◆ **ASSIGNMENT**
Write out all the data verbatim. Skip images.
═════ DATASET ENTRIES
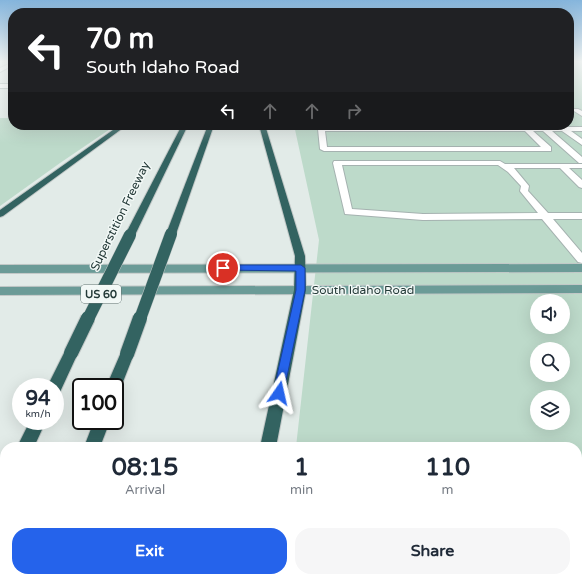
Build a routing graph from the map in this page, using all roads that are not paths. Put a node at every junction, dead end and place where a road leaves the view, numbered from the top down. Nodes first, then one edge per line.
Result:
1 (576, 110) dead end
2 (582, 114) edge
3 (117, 130) edge
4 (182, 130) edge
5 (209, 130) edge
6 (263, 130) edge
7 (321, 130) edge
8 (528, 130) edge
9 (546, 130) edge
10 (565, 130) edge
11 (582, 143) edge
12 (582, 161) edge
13 (503, 166) junction
14 (562, 166) junction
15 (582, 166) edge
16 (580, 182) edge
17 (0, 214) edge
18 (545, 216) junction
19 (582, 216) edge
20 (582, 260) edge
21 (0, 268) edge
22 (301, 268) junction
23 (582, 268) edge
24 (300, 290) junction
25 (582, 290) edge
26 (0, 291) edge
27 (60, 378) edge
28 (118, 378) edge
29 (34, 430) edge
30 (99, 430) edge
31 (28, 442) edge
32 (94, 442) edge
33 (269, 442) edge

1 - 2 street
3 - 17 highway
4 - 27 highway, Superstition Freeway / US 60, bridge
5 - 28 highway, bridge
6 - 22 highway
7 - 8 street
9 - 12 street
10 - 11 street
13 - 14 street
13 - 18 street
13 - 18 street
14 - 15 street
14 - 16 street
18 - 19 street
18 - 20 street
21 - 22 main road, South Idaho Road
22 - 23 main road, South Idaho Road
22 - 24 highway
24 - 25 main road, South Idaho Road
24 - 26 main road, South Idaho Road
24 - 33 highway
29 - 31 highway
30 - 32 highway

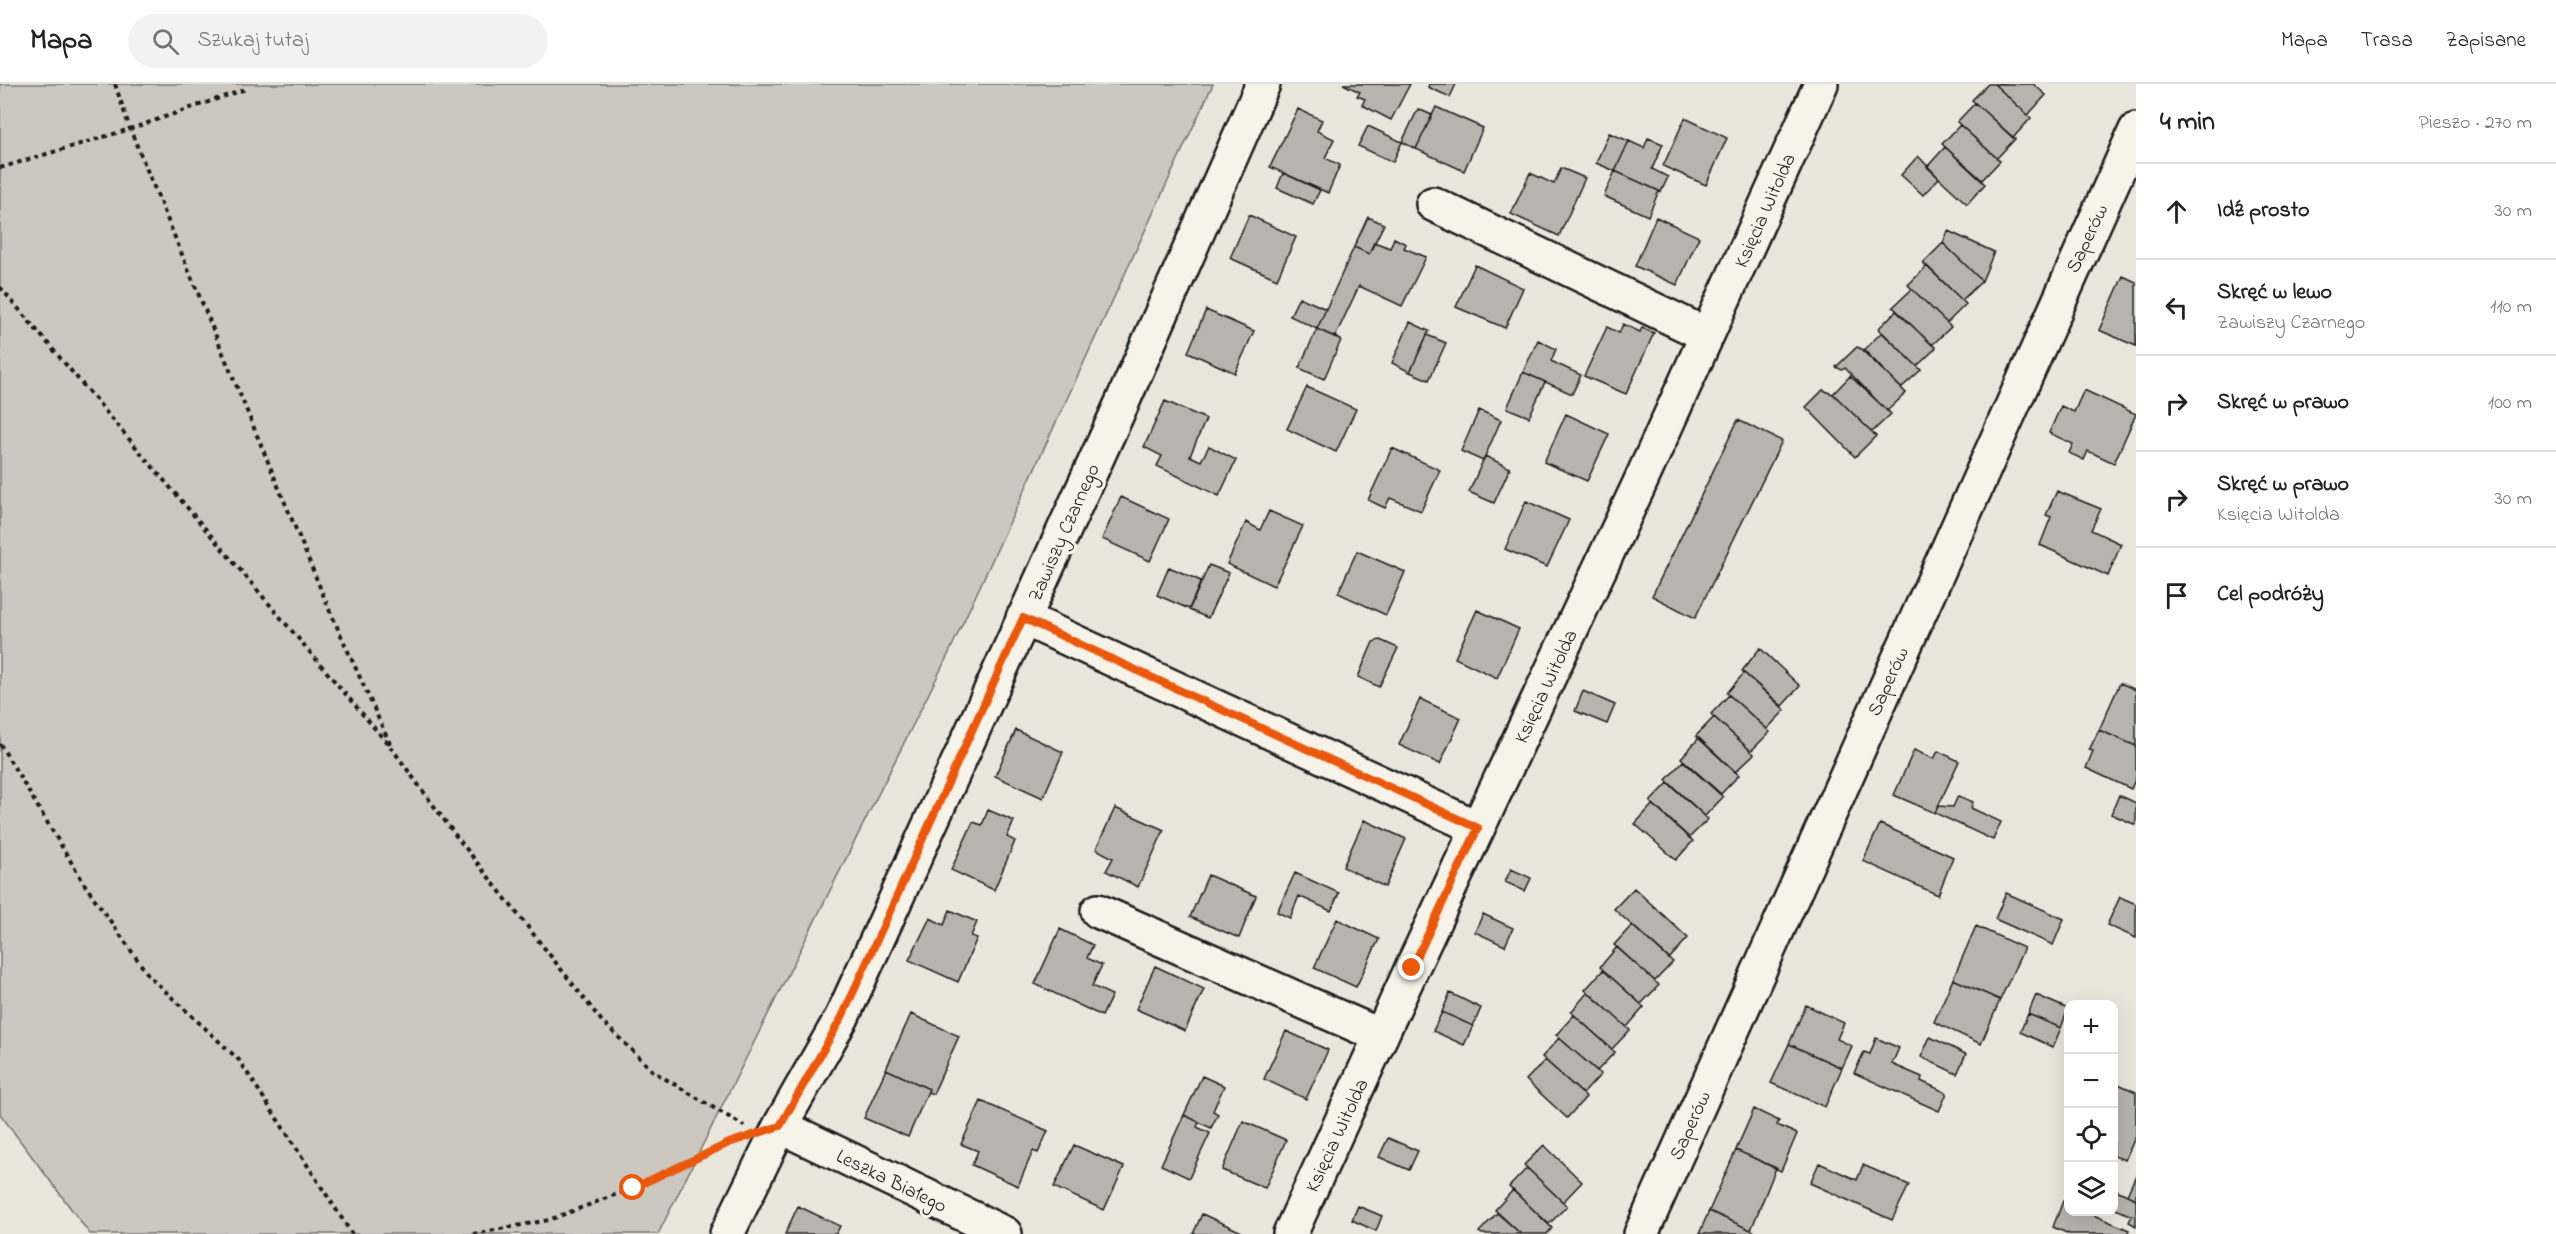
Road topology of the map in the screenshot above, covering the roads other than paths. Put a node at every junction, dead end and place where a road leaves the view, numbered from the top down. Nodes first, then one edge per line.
1 (1263, 84) edge
2 (1821, 84) edge
3 (2136, 130) edge
4 (1433, 204) dead end
5 (1707, 335) junction
6 (1023, 618) junction
7 (1478, 828) junction
8 (1098, 911) dead end
9 (1381, 1036) junction
10 (768, 1130) junction
11 (727, 1234) edge
12 (1005, 1234) edge
13 (1290, 1234) edge
14 (1641, 1234) edge

1 - 6 street, Zawiszy Czarnego
2 - 5 street, Księcia Witolda
3 - 14 street, Saperów
4 - 5 street
5 - 7 street, Księcia Witolda
6 - 7 street
6 - 10 street, Zawiszy Czarnego
7 - 9 street, Księcia Witolda
8 - 9 street
9 - 13 street, Księcia Witolda
10 - 11 street, Zawiszy Czarnego
10 - 12 street, Leszka Białego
══════════
◆ **ANSWER TO THIS TASK**
Build a routing graph from the map in this page, using all roads that are not paths. Put a node at every junction, dead end and place where a road leaves the view, numbered from the top down. Nodes first, then one edge per line.
Result:
1 (576, 110) dead end
2 (582, 114) edge
3 (117, 130) edge
4 (182, 130) edge
5 (209, 130) edge
6 (263, 130) edge
7 (321, 130) edge
8 (528, 130) edge
9 (546, 130) edge
10 (565, 130) edge
11 (582, 143) edge
12 (582, 161) edge
13 (503, 166) junction
14 (562, 166) junction
15 (582, 166) edge
16 (580, 182) edge
17 (0, 214) edge
18 (545, 216) junction
19 (582, 216) edge
20 (582, 260) edge
21 (0, 268) edge
22 (301, 268) junction
23 (582, 268) edge
24 (300, 290) junction
25 (582, 290) edge
26 (0, 291) edge
27 (60, 378) edge
28 (118, 378) edge
29 (34, 430) edge
30 (99, 430) edge
31 (28, 442) edge
32 (94, 442) edge
33 (269, 442) edge

1 - 2 street
3 - 17 highway
4 - 27 highway, Superstition Freeway / US 60, bridge
5 - 28 highway, bridge
6 - 22 highway
7 - 8 street
9 - 12 street
10 - 11 street
13 - 14 street
13 - 18 street
13 - 18 street
14 - 15 street
14 - 16 street
18 - 19 street
18 - 20 street
21 - 22 main road, South Idaho Road
22 - 23 main road, South Idaho Road
22 - 24 highway
24 - 25 main road, South Idaho Road
24 - 26 main road, South Idaho Road
24 - 33 highway
29 - 31 highway
30 - 32 highway

Road topology of the map in the screenshot above, covering the roads other than paths. Put a node at every junction, dead end and place where a road leaves the view, numbered from the top down. Nodes first, then one edge per line.
1 (1263, 84) edge
2 (1821, 84) edge
3 (2136, 130) edge
4 (1433, 204) dead end
5 (1707, 335) junction
6 (1023, 618) junction
7 (1478, 828) junction
8 (1098, 911) dead end
9 (1381, 1036) junction
10 (768, 1130) junction
11 (727, 1234) edge
12 (1005, 1234) edge
13 (1290, 1234) edge
14 (1641, 1234) edge

1 - 6 street, Zawiszy Czarnego
2 - 5 street, Księcia Witolda
3 - 14 street, Saperów
4 - 5 street
5 - 7 street, Księcia Witolda
6 - 7 street
6 - 10 street, Zawiszy Czarnego
7 - 9 street, Księcia Witolda
8 - 9 street
9 - 13 street, Księcia Witolda
10 - 11 street, Zawiszy Czarnego
10 - 12 street, Leszka Białego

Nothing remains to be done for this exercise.